RebeccaEXCLUSIVE: Dreamworks has set Nikolaj Arcel to direct Rebecca, a remake of the 1940 Alfred Hitchcock film. The picture, which has a script draft by Eastern Promises scribe Steven Knight, is being produced by Working Title partners Tim Bevan and Eric Fellner.

Nikolaj ArcelArcel is coming off A Royal Affair, a film that was Oscar nominated for  Best Foreign Language Film, about the queen of an erratic king of Denmark who carries on with her husband’s private doctor in a dangerous affair.
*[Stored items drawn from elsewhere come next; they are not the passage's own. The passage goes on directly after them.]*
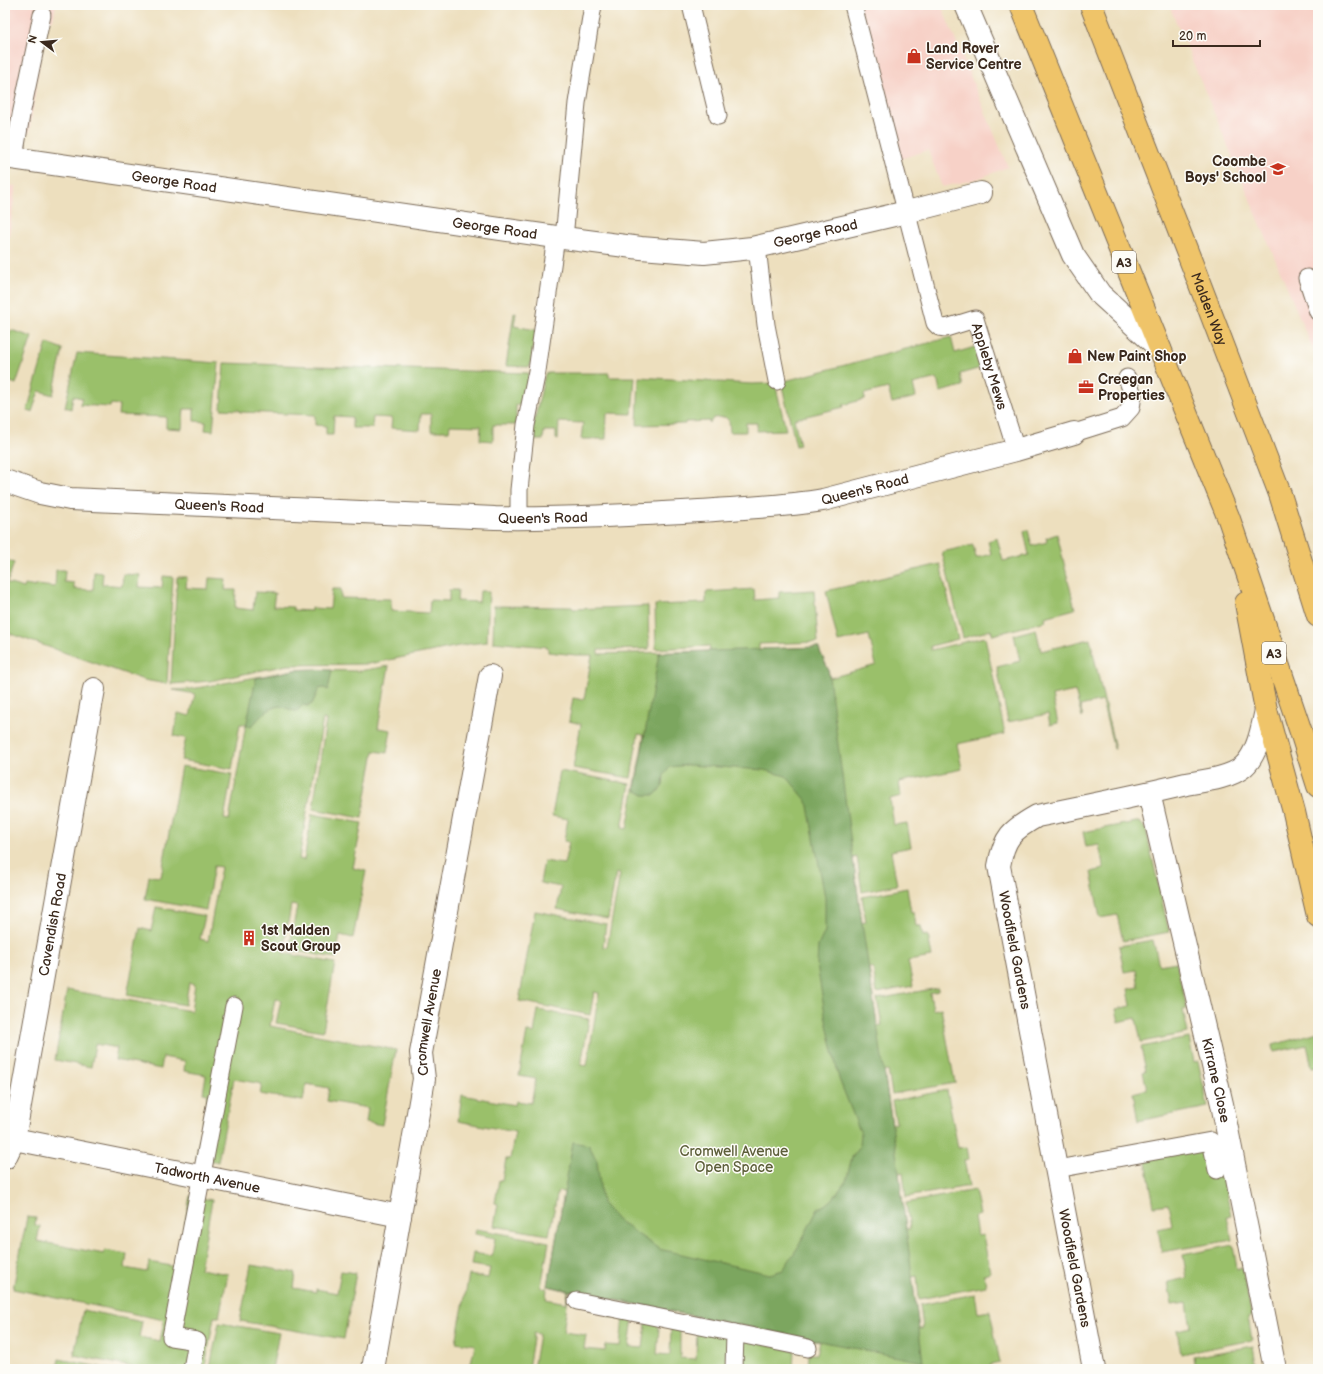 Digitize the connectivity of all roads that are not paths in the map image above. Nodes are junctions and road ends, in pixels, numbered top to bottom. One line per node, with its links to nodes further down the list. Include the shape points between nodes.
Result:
1 (592, 5): 12 (lane)
2 (691, 5): 8 (lane)
3 (853, 5): 11 (lane)
4 (966, 5): 16 (street, via 1073,255 1100,294)
5 (1020, 5): 16 (highway, A3)
6 (1090, 5): 22 (highway, Malden Way)
7 (42, 15): 9 (lane, via 21,115)
8 (718, 116)
9 (9, 157): 12 (street, George Road)
10 (981, 193): 11 (street, George Road)
11 (907, 212): 13 (street, George Road); 20 (lane, Appleby Mews, via 935,323 939,328 946,328 975,319)
12 (560, 237): 13 (street, George Road, via 641,248 704,252); 23 (lane, via 526,425 519,490)
13 (757, 247): 18 (lane, via 766,325)
14 (1307, 278): 15 (lane)
15 (1318, 312)
16 (1160, 349): 24 (highway, A3)
17 (1127, 378): 19 (lane, via 1133,395 1131,408 1122,418)
18 (777, 381)
19 (1074, 433): 20 (street, Queen's Road)
20 (1016, 450): 23 (street, Queen's Road, via 806,503 635,515)
21 (5, 481): 23 (street, Queen's Road, via 40,493 70,499)
22 (1280, 494): 25 (highway); 26 (highway, Malden Way)
23 (519, 518)
24 (1229, 520): 29 (highway); 30 (highway, A3)
25 (1318, 565)
26 (1318, 616)
27 (490, 676): 39 (street, Cromwell Avenue, via 421,1053 424,1079)
28 (94, 689): 34 (street, Cavendish Road)
29 (1266, 710): 31 (street, Woodfield Gardens, via 1258,743 1244,766 1230,774); 32 (highway, via 1294,812)
30 (1318, 786)
31 (1149, 793): 36 (street, Woodfield Gardens, via 1037,816 1014,831 1006,840 1002,851 999,866); 47 (street, Kirrane Close, via 1222,1104)
32 (1318, 916)
33 (234, 1006): 38 (lane)
34 (14, 1139): 35 (street, Cavendish Road); 38 (street, Tadworth Avenue)
35 (5, 1158)
36 (1056, 1169): 37 (lane, via 1211,1140); 46 (street, Woodfield Gardens)
37 (1217, 1170)
38 (202, 1176): 39 (street, Tadworth Avenue); 43 (lane, via 171,1336 197,1341)
39 (400, 1216): 44 (street, Cromwell Avenue)
40 (577, 1301): 41 (lane)
41 (735, 1333): 42 (lane); 45 (lane)
42 (808, 1348)
43 (192, 1369)
44 (373, 1369)
45 (734, 1369)
46 (1094, 1369)
47 (1276, 1369)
Arcel and Rasmus Heisterberg also scripted the Swedish The Girl With The Dragon Tattoo. Based on the Daphne Du Maurier novel, the original Rebecca focused on a naive young woman who marries a rich widower and moves into his mansion, only to discover that the memory of the first wife is maintaining a grip on her husband and the servants. It starred Laurence Olivier and Joan Fontaine, and it won the Best Picture Oscar. Arcel and Heisterberg are also attached to helm and write an adaptation of the Don Winslow bestseller The Power Of The Dog, which is expected to be their next film. Rebecca would follow.

There will likely be one quick rewrite, but Arcel’s hire has young actresses already beginning to circle the film. Arcel is repped by WME and United Agents.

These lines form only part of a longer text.